See? Only two of them were present in that list. The Coverity tool does in fact also count the complexity for each function, and while it doesn’t match the values pmccabe shows exactly, they seem to agree in general about what functions that are the most complex ones.

Ok, now let’s go work on fixing all these problems…

Meizu M3 displays Rockbox

Just days after the nice Sansa v2 LCD screenshots, the guys on the Meizu front brought this picture (photo taken by Frank Gevaerts).

It does show a working LCD driver although of course the colours are all messed up due to some glitch still remaining in there…

It’s somewhat confusing with another model called M3, as Rockbox already runs on the iAudio M3 since March 2008. I think we need to refer to the Meizu M3 as MM3 or perhaps always with Meizu prepended or similar to differentiate between them properly.

Nice job!

Curl Cyclomatic Complexity

I was at the OWASP Sweden meeting last night and spoke about Open source and security. One of the other speakers present was Simon Josefsson who in his talk showed a nice table listing functions in his project sorted by “complexity“. Functions above a certain score are then considered “high risk” as they are hard to read and follow and thus may be subject to security problems.

The kind man he is, Simon already shows a page with a Curl Cyclomatic Complexity Report nicely identifying a bunch of functions we should really consider poking at to decrease complexity of. The top-10 “bad” functions are:

Function Score Statements Lines Code
ssh_statemach_act 254 880 1582 lib/ssh.c
Curl_http 204 395 886 lib/http.c
readwrite_headers 129 269 709 lib/transfer.c
Curl_cookie_add 118 247 502 lib/cookie.c
FormAdd 105 210 421 lib/formdata.c
dprintf_formatf 92 233 395 lib/mprintf.c
multi_runsingle 94 251 606 lib/multi.c
Curl_proxyCONNECT 74 212 443 lib/http.c
readwrite_data 73 127 319 lib/transfer.c
ftp_state_use_port 60 195 387 lib/ftp.c

I intend to use this as an indication on what functions within libcurl to work on. My plan is to primarily break down each of these functions to smaller ones to make them easier to read and follow. It would be cool to get every single function below 50. But I’m not sure that’s feasible or even really a good idea.

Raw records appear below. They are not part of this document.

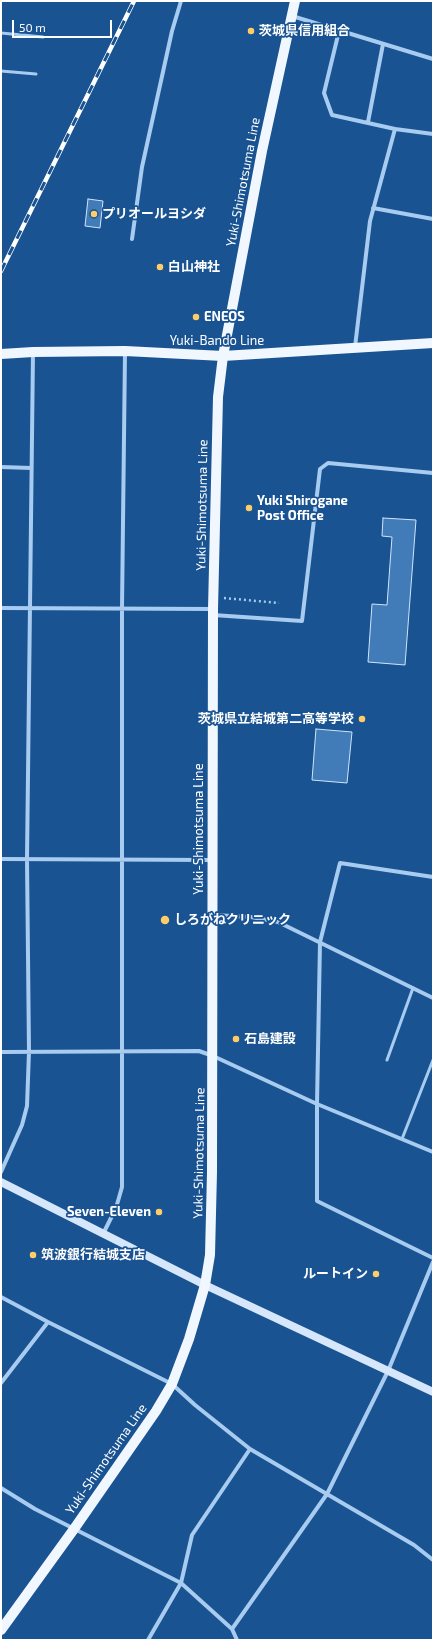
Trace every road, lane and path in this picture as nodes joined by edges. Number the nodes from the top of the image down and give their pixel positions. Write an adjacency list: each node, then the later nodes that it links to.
1 (181, 1): 16 (street)
2 (295, 1): 3 (main road, Yuki-Shimotsuma Line)
3 (292, 16): 4 (street); 22 (main road, Yuki-Shimotsuma Line)
4 (339, 30): 7 (street); 11 (street)
5 (1, 33): 6 (lane)
6 (43, 37)
7 (383, 44): 8 (street); 11 (street)
8 (433, 59)
9 (1, 71): 10 (lane)
10 (36, 74)
11 (368, 122): 12 (street)
12 (395, 129): 13 (street); 14 (street)
13 (433, 134)
14 (373, 208): 15 (street); 18 (street)
15 (433, 219)
16 (132, 239)
17 (433, 343): 18 (main road, Yuki-Bando Line)
18 (355, 347): 22 (main road, Yuki-Bando Line)
19 (125, 351): 20 (main road, Yuki-Bando Line); 22 (main road, Yuki-Bando Line); 30 (street)
20 (33, 352): 21 (main road, Yuki-Bando Line); 24 (street)
21 (1, 354)
22 (223, 356): 31 (main road, Yuki-Shimotsuma Line)
23 (1, 467): 24 (street)
24 (31, 468): 29 (street)
25 (433, 473): 31 (street)
26 (228, 598): 27 (path)
27 (279, 603)
28 (1, 608): 29 (street)
29 (30, 608): 30 (street); 33 (street)
30 (122, 608): 31 (street); 34 (street)
31 (213, 612): 35 (main road, Yuki-Shimotsuma Line)
32 (1, 859): 33 (street)
33 (27, 859): 34 (street); 43 (street)
34 (122, 860): 35 (street); 41 (street)
35 (212, 860): 37 (main road, Yuki-Shimotsuma Line)
36 (433, 877): 38 (street)
37 (212, 915): 38 (street); 44 (main road, Yuki-Shimotsuma Line)
38 (320, 942): 39 (street); 47 (street)
39 (413, 988): 40 (street); 45 (lane)
40 (433, 998)
41 (122, 1051): 43 (street); 44 (street); 52 (street)
42 (1, 1052): 43 (street)
43 (29, 1052): 50 (street)
44 (213, 1056): 47 (street); 55 (main road, Yuki-Shimotsuma Line)
45 (387, 1060)
46 (433, 1060): 48 (lane)
47 (317, 1104): 48 (street); 53 (street)
48 (402, 1139): 49 (street)
49 (433, 1152)
50 (1, 1172)
51 (1, 1182): 52 (street)
52 (102, 1234): 55 (street)
53 (433, 1258)
54 (433, 1262): 58 (street)
55 (205, 1285): 58 (street); 60 (main road, Yuki-Shimotsuma Line)
56 (1, 1297): 57 (street)
57 (48, 1322): 59 (street); 60 (street)
58 (388, 1371): 61 (street); 64 (street)
59 (1, 1383)
60 (172, 1384): 62 (street); 65 (main road, Yuki-Shimotsuma Line)
61 (433, 1392)
62 (250, 1449): 64 (street); 67 (street)
63 (1, 1488): 65 (street)
64 (327, 1494): 66 (street); 69 (street)
65 (74, 1529): 67 (street); 68 (main road, Yuki-Shimotsuma Line)
66 (433, 1560)
67 (181, 1583): 69 (street); 70 (street)
68 (2, 1627)
69 (232, 1629): 71 (street)
70 (148, 1640)
71 (237, 1640)

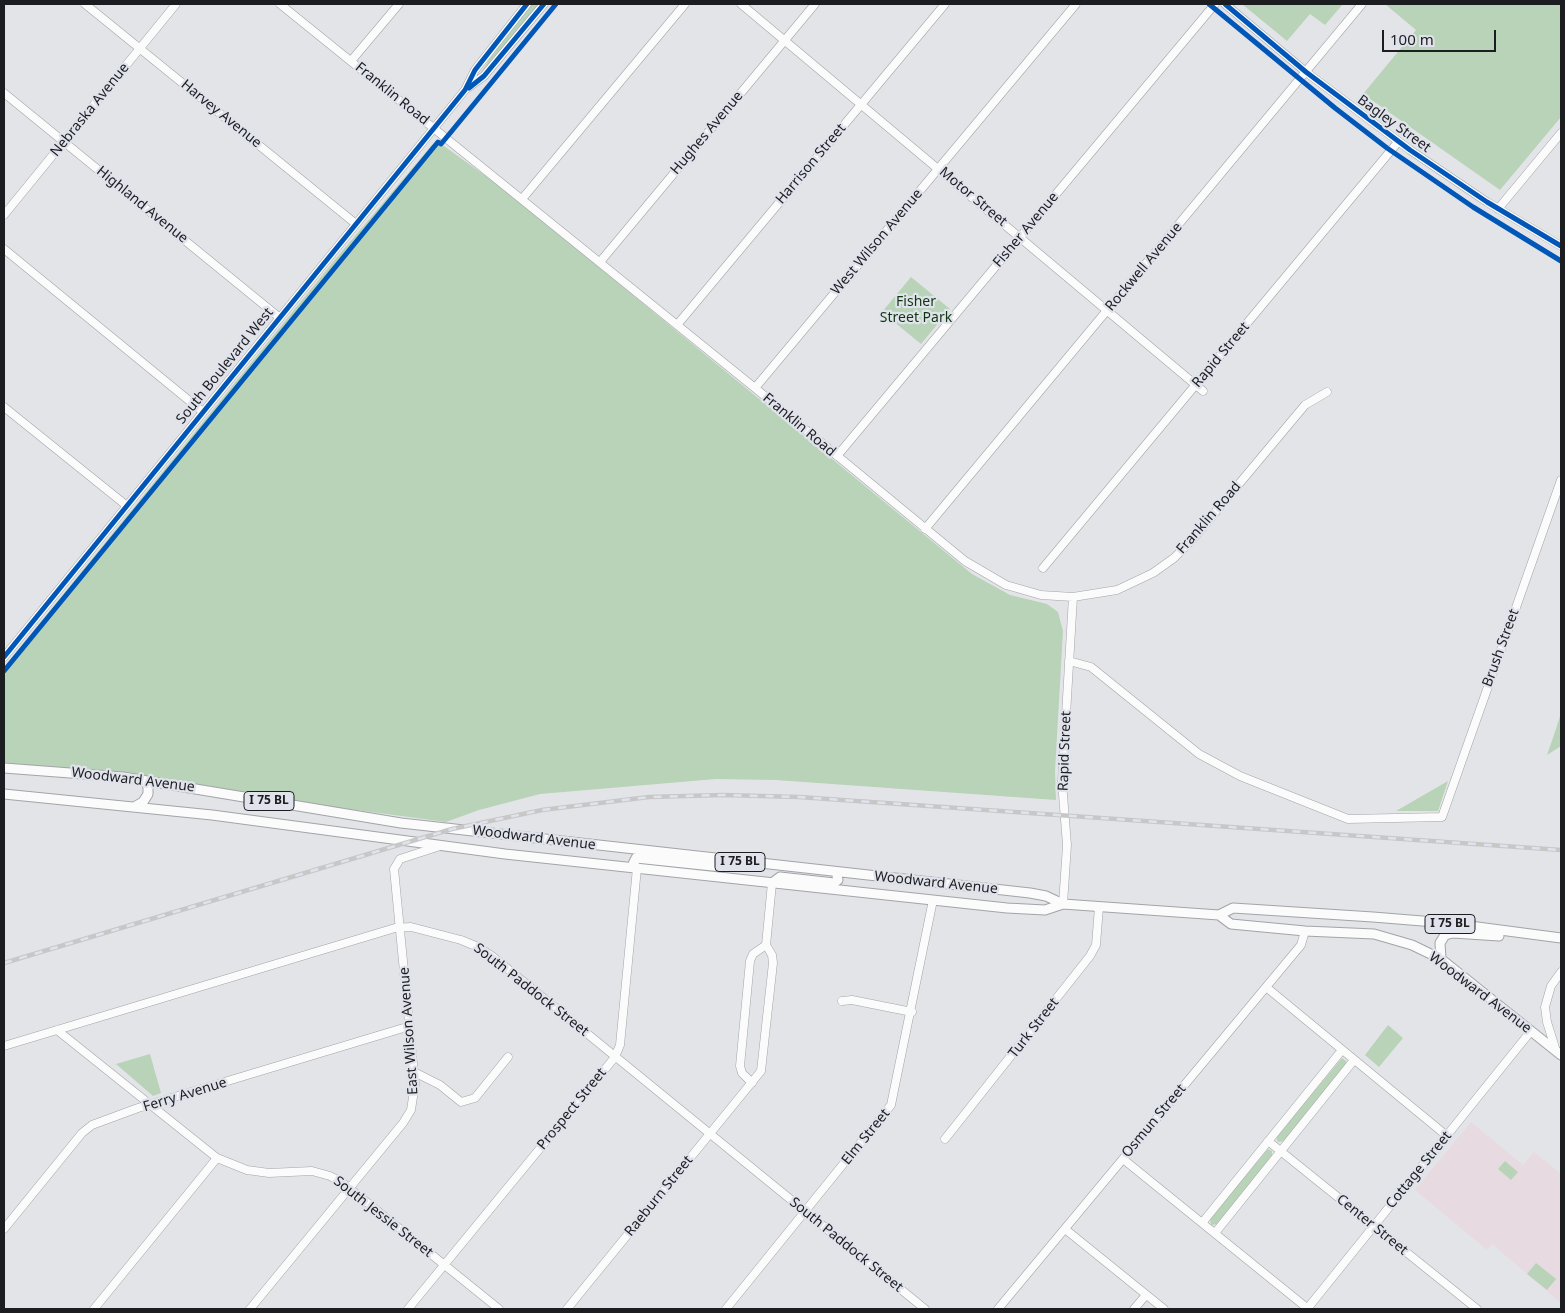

Rockbox displays stuff on Sansa v2

The small team of Rockbox hackers working on the Sandisk Sansa v2 architecture have been doing some great progress recently and I think it’s fair to say that we all enjoy Rafaël Carré’s photo on the left here (showing a Sansa Clip) that shows the state of where things are right now.

There is code running. There’s a start on a LCD driver and there’s a working concept to put our own bootloader code onto the device that can load and start rockbox in a future.

Nice work on this guys!

Rockbox on FLOSS Weekly #43

Randal Schwartz and Leo Laporte interviewed our own Paul “Llorean” Louden about the Rockbox project on FLOSS Weekly and we were a bunch of Rockboxers hanging out on the IRC channel #rockbox while it was streamed live. This will be in the FLOSS Weekly episode #43 that’s supposedly going to become available on friday the 3rd of October.

I think Paul did a great job explaining a lot of things, big and small, around the project and how it works and runs.

Not Based on Linux

Linux Action ShowOk so the guys on the Linux Action Show podcast don’t really get a lot of bonus points from me lately. The episode after they had their “we need to sell proprietary software” outburst, they slammed the Rockbox 3.0 release (roughly 23:40 into the episode for you who want to fast-forward to it).

They started off the news about Rockbox 3.0 claiming it is based on Linux (which it isn’t and never was), only to mention that they failed to install on their ipod 3rd gen at their first attempt (but succeeded at a second attempt), whined somewhat on the installer and then again complained about the inability to install themes even though this is 3.0 yada yada yada.

All in all, pretty much a complete non-understanding for the hard work and endless time that hundreds of people have put into Rockbox. Nothing particular to hear or care about, just a bit annoying.